In order to increase oil production and maximize recovery factor, several attempts
will be conducted such as the addition of wells and perform the initial stage of water
injection. To support those attempts, some researches are needed in order to
understand the character of the reservoir in this field. This
research also involves new data as an additional 3 wells with one of them has
a core data. Reservoir characterization includes a more detailed understanding of the
facies, facies associations and the environment of deposition, and also its
relationship with existing rock properties based on the well and seismic data.

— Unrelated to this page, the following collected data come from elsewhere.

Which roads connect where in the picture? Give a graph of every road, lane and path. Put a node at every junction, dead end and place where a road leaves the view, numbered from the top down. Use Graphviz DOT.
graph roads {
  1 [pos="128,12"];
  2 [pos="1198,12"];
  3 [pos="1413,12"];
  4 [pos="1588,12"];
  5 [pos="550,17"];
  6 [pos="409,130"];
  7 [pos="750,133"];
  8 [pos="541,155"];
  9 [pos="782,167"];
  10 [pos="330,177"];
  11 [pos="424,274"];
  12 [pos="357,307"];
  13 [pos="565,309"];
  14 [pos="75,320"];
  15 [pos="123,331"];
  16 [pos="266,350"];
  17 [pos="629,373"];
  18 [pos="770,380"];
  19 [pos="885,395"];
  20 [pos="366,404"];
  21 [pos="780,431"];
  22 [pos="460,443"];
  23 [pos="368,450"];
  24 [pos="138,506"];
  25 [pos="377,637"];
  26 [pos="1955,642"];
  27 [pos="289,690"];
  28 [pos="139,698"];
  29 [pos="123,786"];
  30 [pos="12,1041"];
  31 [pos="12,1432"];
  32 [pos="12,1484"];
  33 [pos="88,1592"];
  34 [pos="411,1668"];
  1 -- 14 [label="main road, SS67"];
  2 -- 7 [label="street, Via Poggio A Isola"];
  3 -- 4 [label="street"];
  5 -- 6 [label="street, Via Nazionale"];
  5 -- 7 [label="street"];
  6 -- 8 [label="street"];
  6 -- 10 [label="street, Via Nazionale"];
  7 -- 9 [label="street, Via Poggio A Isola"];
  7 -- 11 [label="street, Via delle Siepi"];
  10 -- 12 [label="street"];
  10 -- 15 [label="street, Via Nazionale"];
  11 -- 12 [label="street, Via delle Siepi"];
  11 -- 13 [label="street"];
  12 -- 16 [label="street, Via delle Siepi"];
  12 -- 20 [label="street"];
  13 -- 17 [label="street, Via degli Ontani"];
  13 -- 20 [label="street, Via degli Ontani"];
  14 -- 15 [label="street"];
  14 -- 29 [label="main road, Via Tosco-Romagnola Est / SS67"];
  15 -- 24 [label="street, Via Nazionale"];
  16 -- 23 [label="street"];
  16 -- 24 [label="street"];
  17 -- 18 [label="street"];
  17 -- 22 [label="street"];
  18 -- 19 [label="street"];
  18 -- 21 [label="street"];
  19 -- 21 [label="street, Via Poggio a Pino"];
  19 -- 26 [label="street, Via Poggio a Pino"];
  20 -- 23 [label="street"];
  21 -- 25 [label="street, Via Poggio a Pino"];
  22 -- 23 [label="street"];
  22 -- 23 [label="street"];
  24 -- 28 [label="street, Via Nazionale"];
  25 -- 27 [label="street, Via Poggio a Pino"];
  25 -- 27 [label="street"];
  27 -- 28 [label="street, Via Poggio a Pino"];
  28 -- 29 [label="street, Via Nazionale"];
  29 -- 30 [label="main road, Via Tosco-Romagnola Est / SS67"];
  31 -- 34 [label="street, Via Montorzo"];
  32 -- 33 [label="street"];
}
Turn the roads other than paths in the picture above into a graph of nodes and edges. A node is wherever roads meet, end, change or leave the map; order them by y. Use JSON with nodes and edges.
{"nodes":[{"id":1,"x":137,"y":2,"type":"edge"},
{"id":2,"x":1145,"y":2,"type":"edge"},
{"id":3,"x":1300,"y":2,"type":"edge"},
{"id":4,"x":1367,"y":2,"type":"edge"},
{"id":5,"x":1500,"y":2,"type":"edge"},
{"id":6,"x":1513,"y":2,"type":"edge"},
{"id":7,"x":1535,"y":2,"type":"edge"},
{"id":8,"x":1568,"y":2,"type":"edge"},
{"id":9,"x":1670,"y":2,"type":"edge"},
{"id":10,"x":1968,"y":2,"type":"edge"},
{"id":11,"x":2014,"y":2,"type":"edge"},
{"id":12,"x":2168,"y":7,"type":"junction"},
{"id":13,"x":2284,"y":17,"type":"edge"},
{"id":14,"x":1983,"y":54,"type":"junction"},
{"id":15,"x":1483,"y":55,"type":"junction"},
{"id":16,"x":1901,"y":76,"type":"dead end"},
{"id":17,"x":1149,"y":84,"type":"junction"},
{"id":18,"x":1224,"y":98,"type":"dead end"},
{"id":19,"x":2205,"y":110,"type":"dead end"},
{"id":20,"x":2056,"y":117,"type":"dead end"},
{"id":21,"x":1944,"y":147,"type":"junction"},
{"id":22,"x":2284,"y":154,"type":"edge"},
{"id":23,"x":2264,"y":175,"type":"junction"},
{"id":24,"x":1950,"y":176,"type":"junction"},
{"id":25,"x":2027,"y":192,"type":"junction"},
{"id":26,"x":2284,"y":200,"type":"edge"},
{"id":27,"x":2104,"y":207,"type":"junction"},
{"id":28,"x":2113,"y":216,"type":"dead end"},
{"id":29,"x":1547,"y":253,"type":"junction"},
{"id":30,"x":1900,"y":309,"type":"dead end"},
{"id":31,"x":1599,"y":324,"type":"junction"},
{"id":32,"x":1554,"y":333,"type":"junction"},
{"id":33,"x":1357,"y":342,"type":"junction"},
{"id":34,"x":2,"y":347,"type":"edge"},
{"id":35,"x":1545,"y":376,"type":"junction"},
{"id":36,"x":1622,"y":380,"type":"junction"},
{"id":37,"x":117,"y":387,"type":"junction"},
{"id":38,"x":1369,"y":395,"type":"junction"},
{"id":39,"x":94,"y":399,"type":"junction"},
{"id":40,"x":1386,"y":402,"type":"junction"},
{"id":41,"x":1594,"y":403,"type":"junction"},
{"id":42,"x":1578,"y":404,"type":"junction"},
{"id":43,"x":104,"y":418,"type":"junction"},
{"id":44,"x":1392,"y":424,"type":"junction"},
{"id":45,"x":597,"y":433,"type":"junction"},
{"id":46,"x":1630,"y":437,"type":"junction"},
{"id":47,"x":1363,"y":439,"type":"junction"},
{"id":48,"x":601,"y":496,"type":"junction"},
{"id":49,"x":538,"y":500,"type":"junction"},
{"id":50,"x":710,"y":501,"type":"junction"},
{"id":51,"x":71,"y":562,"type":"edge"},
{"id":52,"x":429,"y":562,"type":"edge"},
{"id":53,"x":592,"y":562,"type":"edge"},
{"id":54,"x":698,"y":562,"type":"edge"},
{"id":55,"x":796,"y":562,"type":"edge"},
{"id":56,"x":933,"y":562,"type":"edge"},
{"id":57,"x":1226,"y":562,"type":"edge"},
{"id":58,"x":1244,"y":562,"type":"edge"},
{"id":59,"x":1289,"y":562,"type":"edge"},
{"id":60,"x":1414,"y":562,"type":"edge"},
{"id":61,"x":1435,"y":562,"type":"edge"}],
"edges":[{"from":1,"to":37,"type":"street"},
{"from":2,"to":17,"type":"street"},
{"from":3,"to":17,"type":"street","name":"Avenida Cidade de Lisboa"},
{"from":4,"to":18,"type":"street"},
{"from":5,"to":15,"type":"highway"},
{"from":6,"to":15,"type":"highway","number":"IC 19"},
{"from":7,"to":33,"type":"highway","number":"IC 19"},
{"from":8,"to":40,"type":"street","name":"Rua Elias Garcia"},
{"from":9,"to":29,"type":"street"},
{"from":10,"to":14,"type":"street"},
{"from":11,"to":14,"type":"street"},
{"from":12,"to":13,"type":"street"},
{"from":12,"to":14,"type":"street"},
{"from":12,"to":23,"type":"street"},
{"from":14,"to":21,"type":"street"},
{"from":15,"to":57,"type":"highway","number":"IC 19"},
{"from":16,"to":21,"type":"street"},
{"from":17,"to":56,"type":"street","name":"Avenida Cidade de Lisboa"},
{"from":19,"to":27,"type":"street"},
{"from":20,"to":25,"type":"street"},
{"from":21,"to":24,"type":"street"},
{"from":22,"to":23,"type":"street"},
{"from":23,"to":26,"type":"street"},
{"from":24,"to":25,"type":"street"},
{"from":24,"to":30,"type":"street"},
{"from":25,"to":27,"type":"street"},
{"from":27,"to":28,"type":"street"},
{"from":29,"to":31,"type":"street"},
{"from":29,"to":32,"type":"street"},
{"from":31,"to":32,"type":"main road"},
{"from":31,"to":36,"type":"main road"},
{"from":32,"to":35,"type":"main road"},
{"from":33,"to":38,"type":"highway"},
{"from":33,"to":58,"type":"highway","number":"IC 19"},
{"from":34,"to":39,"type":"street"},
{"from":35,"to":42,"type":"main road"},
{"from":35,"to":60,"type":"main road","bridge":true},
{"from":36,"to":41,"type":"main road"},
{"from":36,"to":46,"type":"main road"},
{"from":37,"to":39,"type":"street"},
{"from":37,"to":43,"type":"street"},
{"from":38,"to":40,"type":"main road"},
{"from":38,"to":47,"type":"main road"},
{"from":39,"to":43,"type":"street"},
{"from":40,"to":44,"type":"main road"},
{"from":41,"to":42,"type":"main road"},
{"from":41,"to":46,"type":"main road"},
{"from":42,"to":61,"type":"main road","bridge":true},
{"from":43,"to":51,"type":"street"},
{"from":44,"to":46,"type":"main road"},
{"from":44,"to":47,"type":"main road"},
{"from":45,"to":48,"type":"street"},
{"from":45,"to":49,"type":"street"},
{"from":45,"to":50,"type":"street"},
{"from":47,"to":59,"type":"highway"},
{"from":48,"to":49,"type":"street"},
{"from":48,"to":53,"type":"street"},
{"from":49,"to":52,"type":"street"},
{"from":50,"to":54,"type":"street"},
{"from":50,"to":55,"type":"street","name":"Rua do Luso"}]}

Reservoir characterization performed on sandstone reservoir which is included in the
Warukin Formation with a primary focus on the C intervals. C intervals is divided
into three intervals called Ca, Cb, and Cc. Reservoir characterization begins with the
observation of core at the well TT-27 in order to get lithofacies and lithofacies
association. Further analysis is description of a thin section combined with x-ray
diffraction (XRD) data. All the results of the analysis is associated with the pattern
of gamma-ray logs in order to get a log model that can be used for all of the well
correlation of facies associations. The next stage is to perform 3D reservoir
modeling for structural, facies, and petrophysical data. Petrophysical analysis
performed to obtain reservoir property values include the value of shale volume,
porosity, water saturation, and permeability. The results of petrophysical analysis in
each well were then distributed throughout the field using geostatistical methods.
The results of the characterization are reservoir depth structure maps, thickness
maps, and 3D reservoir models. Selection of scenarios increase the number of wells
is done by analyzing the reservoir quality and hydrocarbon pore volume observed
map (HCPV), while the choice of doing a water injection started by looking the
composition of reservoir rocks and the injection well position will be aligned with
the direction of deposition. This study concluded that the depositional environment of C intervals is fluvial
systems. The sedimentation direction is northwest to south east. Based on Galloway
channel classification, Ca and Cc interval interpreted as bedload channel and Cb as a
mixed load channel. This reservoir is divided into three facies associations: channel
axis, bar head unit bar, and channel margin. Channel axis mainly develops at
northern part of the field, bar head unit bar develop at central area, and channel
margin at the southern part of the field. These three facies associations have
different reservoir quality described from log gamma ray pattern, porosity and
permeability relationships, and also the value of irreducible water saturation.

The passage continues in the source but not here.